From: Asmus Freytag (email@example.com)
Date: Sat Jun 03 2006 - 20:53:28 CDT
On 6/2/2006 4:24 PM, Kenneth Whistler wrote:
> Theodore Smith said:
>> and do it CPU efficiently and far more space efficiently.
For source data, such as HTML, which contain ASCII-only syntax element
with high frequency, UTF-8 is indeed almost always the most space
efficient encoding. This is particularly true for the wasteful HTML or
XML generated by some converters.
With that assumption in mind, any tasks that involve parsing such data
(which is really a task of parsing ASCII) is indeed best handled in
UTF-8. The space, bandwidth and cache savings will all add up. In
addition, such data is intended for interchange, and UTF-8 is in some
ways more robust there due to its lack of endian issues.
All nice advantages. On the other hand, the minute you do text
processing on the actual text data, such as morphological analysis, case
transformation, linguistically aware search, etc. you will need to
perform an implicit conversion to integral character values in order to
get at their properties, which you will need to drive your algorithm.

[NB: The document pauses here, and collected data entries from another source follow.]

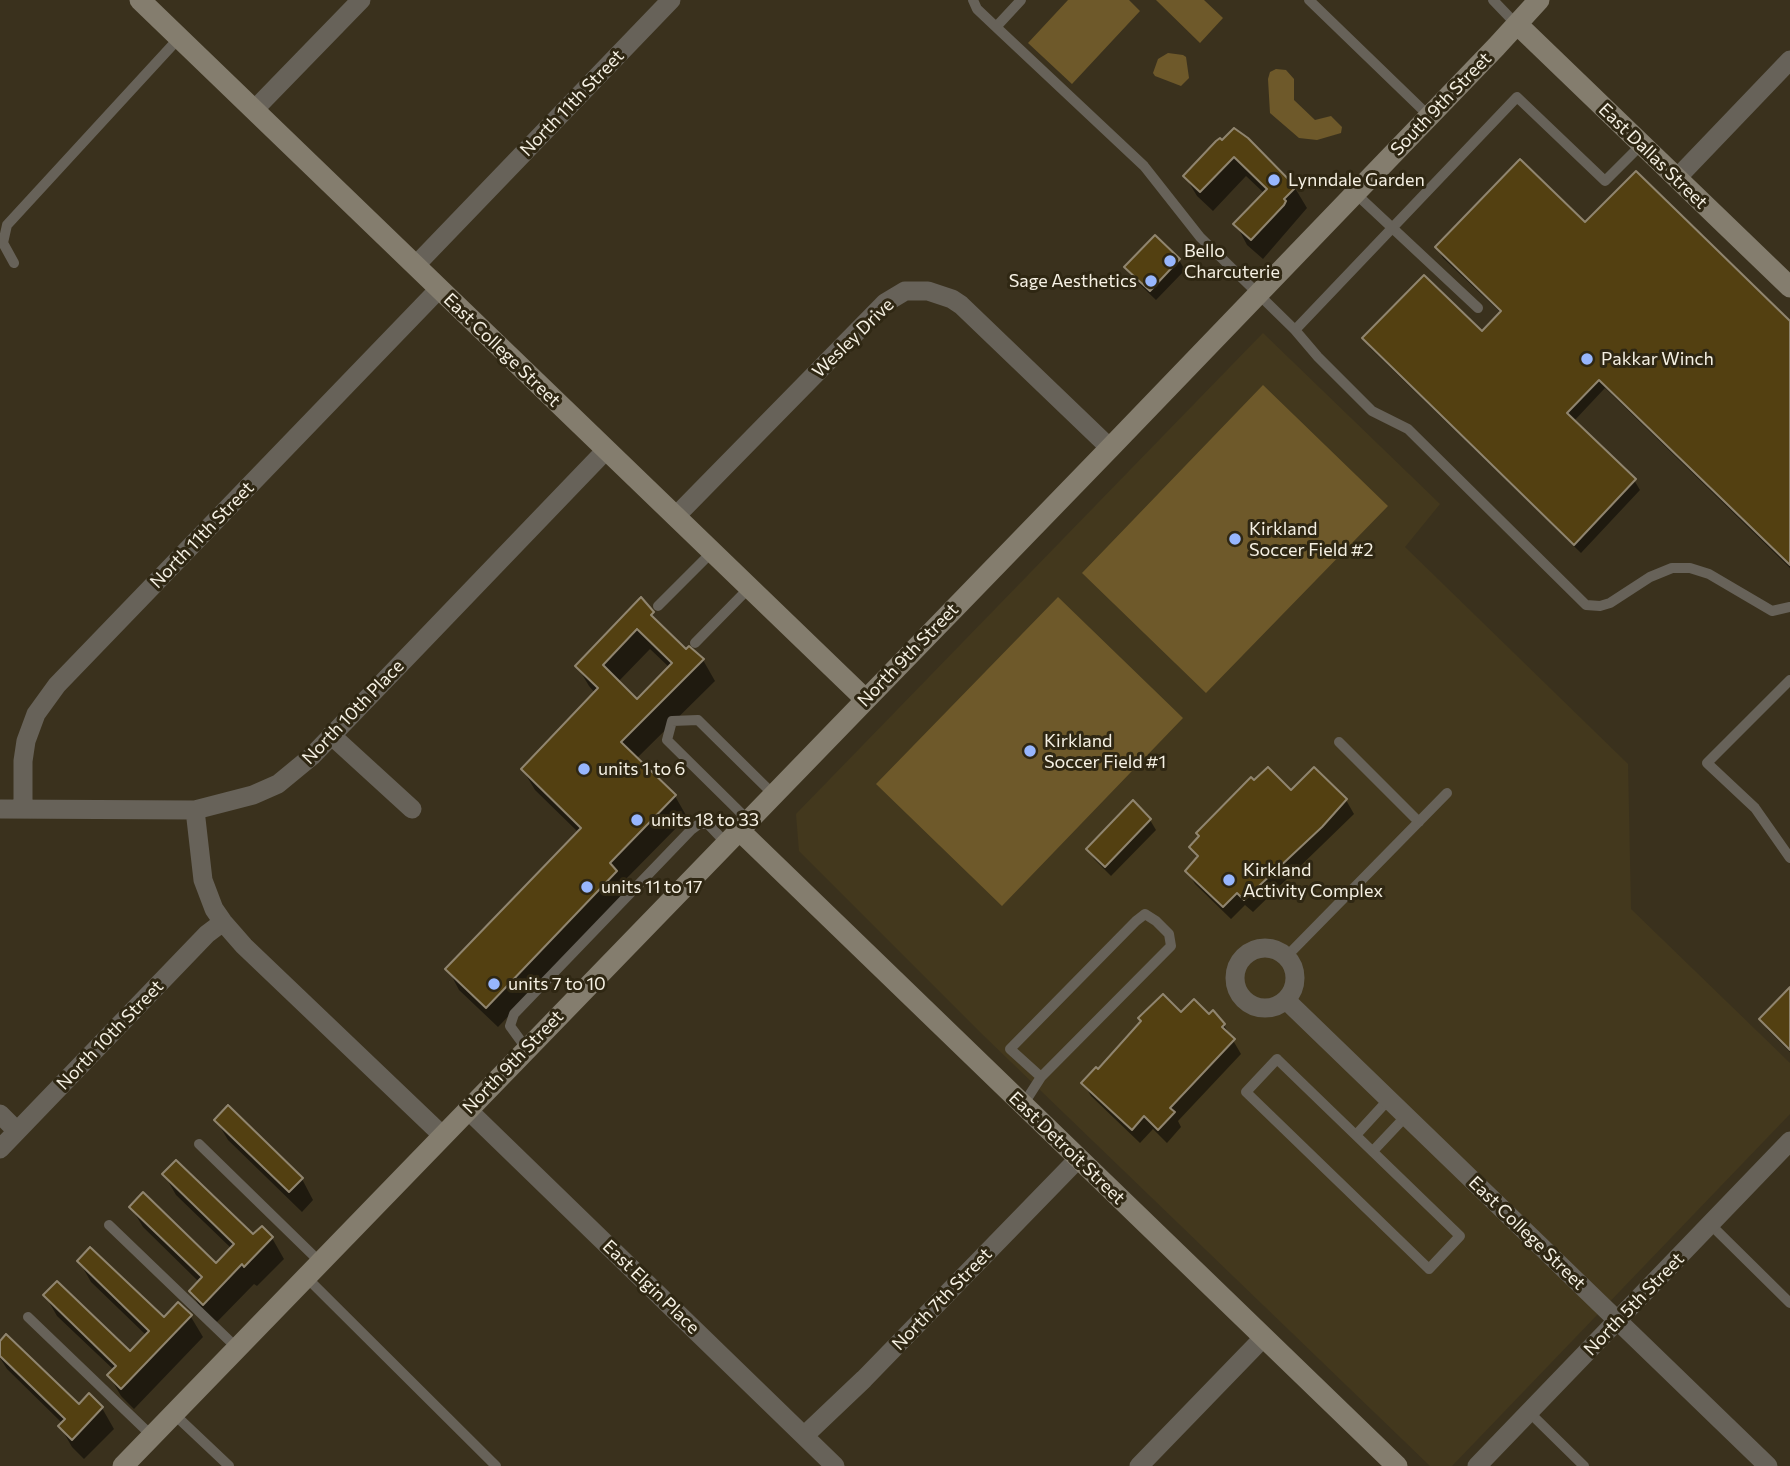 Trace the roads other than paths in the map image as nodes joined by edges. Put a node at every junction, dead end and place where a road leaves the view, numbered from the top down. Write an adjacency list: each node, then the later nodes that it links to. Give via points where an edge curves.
1 (140, 0): 11 (street, East College Street)
2 (361, 0): 13 (street)
3 (671, 0): 20 (street, North 11th Street)
4 (973, 0): 10 (lane)
5 (1021, 0): 10 (lane)
6 (1309, 0): 14 (lane)
7 (1493, 0): 9 (lane)
8 (1539, 0): 9 (street, South 9th Street)
9 (1517, 24): 14 (street, South 9th Street); 15 (street, East Dallas Street)
10 (996, 27): 23 (lane, via 1144,166 1200,237)
11 (180, 38): 13 (street, East College Street); 19 (lane, via 7,225 3,243)
12 (1790, 60): 16 (street)
13 (254, 110): 20 (street, East College Street)
14 (1429, 116): 17 (street, South 9th Street)
15 (1642, 144): 16 (street, East Dallas Street); 18 (lane, via 1605,181 1517,97)
16 (1677, 178): 21 (street, East Dallas Street)
17 (1355, 193): 18 (lane); 23 (street, South 9th Street)
18 (1392, 228): 24 (lane); 25 (lane)
19 (14, 263)
20 (415, 266): 22 (street, East College Street)
21 (1790, 287)
22 (439, 289): 27 (street, East College Street); 40 (street, North 11th Street, via 57,685 36,714 26,741)
23 (1257, 293): 25 (lane); 26 (street, South 9th Street)
24 (1478, 309)
25 (1295, 330): 32 (lane, via 1372,411 1408,429 1586,605 1610,603 1650,577 1672,568 1690,568 1709,574 1772,611)
26 (1110, 448): 28 (street, Wesley Drive, via 961,305 928,291 905,291 884,303); 35 (street, North 9th Street)
27 (606, 450): 28 (street, East College Street); 36 (street, North 10th Place)
28 (675, 517): 29 (street, East College Street)
29 (712, 552): 30 (street, East College Street); 31 (lane)
30 (749, 588): 33 (lane); 35 (street, East College Street)
31 (657, 606)
32 (1790, 607)
33 (695, 643)
34 (1790, 680): 46 (lane, via 1707,763 1755,808)
35 (865, 699): 39 (street, North 9th Street)
36 (331, 735): 42 (street); 43 (street, North 10th Place, via 301,767 265,791)
37 (1339, 742): 44 (lane)
38 (1447, 793): 44 (lane)
39 (773, 794): 45 (street, North 9th Street); 45 (lane, via 698,720 672,721 667,740)
40 (23, 808): 41 (street, North 10th Place); 43 (street, North 10th Place)
41 (0, 809)
42 (412, 809)
43 (195, 810): 47 (street, via 203,880)
44 (1419, 821): 48 (lane)
45 (738, 831): 50 (street, North 9th Street); 50 (lane, via 699,824 682,840 514,1014 510,1026); 53 (street, East Detroit Street)
46 (1790, 858)
47 (223, 922): 57 (street, North 10th Street); 58 (street)
48 (1286, 957): 49 (street, via 1293,965 1295,984); 49 (street, via 1271,948 1252,951 1235,975 1241,995 1257,1007 1277,1006)
49 (1286, 1000): 52 (street, East College Street)
50 (526, 1048): 54 (street, North 9th Street)
51 (1041, 1077): 51 (lane, via 1171,946 1169,934 1156,921 1145,914 1136,920 1010,1049); 53 (lane)
52 (1389, 1099): 56 (street, East College Street); 59 (lane)
53 (1023, 1106): 64 (street, East Detroit Street)
54 (467, 1109): 58 (street, North 9th Street); 76 (street, East Elgin Place)
55 (0, 1114): 57 (street)
56 (1406, 1116): 63 (lane); 70 (street, East College Street)
57 (18, 1131): 62 (street, North 10th Street)
58 (442, 1135): 67 (street, North 9th Street)
59 (1356, 1135): 63 (lane); 63 (lane, via 1278,1059 1246,1092 1429,1269 1460,1236)
60 (1790, 1140): 65 (street, North 5th Street)
61 (198, 1144): 67 (lane)
62 (0, 1149)
63 (1373, 1151)
64 (1078, 1159): 71 (street, East Detroit Street); 76 (street, North 7th Street)
65 (1710, 1224): 68 (lane); 70 (street, North 5th Street)
66 (109, 1225): 72 (lane)
67 (313, 1270): 72 (street, North 9th Street); 79 (lane)
68 (1790, 1303)
69 (27, 1317): 75 (lane)
70 (1618, 1321): 73 (street, North 5th Street); 85 (street, East College Street)
71 (1264, 1337): 81 (street); 82 (street, East Detroit Street)
72 (237, 1348): 74 (street, North 9th Street)
73 (1529, 1412): 83 (street, North 5th Street); 84 (lane)
74 (173, 1414): 75 (street, North 9th Street); 78 (lane)
75 (153, 1436): 77 (street, North 9th Street)
76 (804, 1436): 80 (street, East Elgin Place)
77 (123, 1466)
78 (229, 1466)
79 (496, 1466)
80 (835, 1466)
81 (1139, 1466)
82 (1397, 1466)
83 (1477, 1466)
84 (1584, 1466)
85 (1768, 1466)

Given that, and given that the text portions (on average over all
languages) requires more than 1, and probably around 2 bytes / character
in UTF-8, the savings over processing data that is already UTF-16 are
much less, or even non-existant. (English only data is a very obvious
exception - but this discussion is intended to address the average case).
Therefore,if you have UTF-16 data, it never makes sense to convert them
to UTF-8 for processing, but the other way around may be attractive.
There are techniques that allow property lookup for UTF-16 in a way that
sharply reduces the penalty for the (statistically rare) surrogate
pairs, so that UTF-16 is both space and CPU efficient for tasks that
need to be aware of character boundaries.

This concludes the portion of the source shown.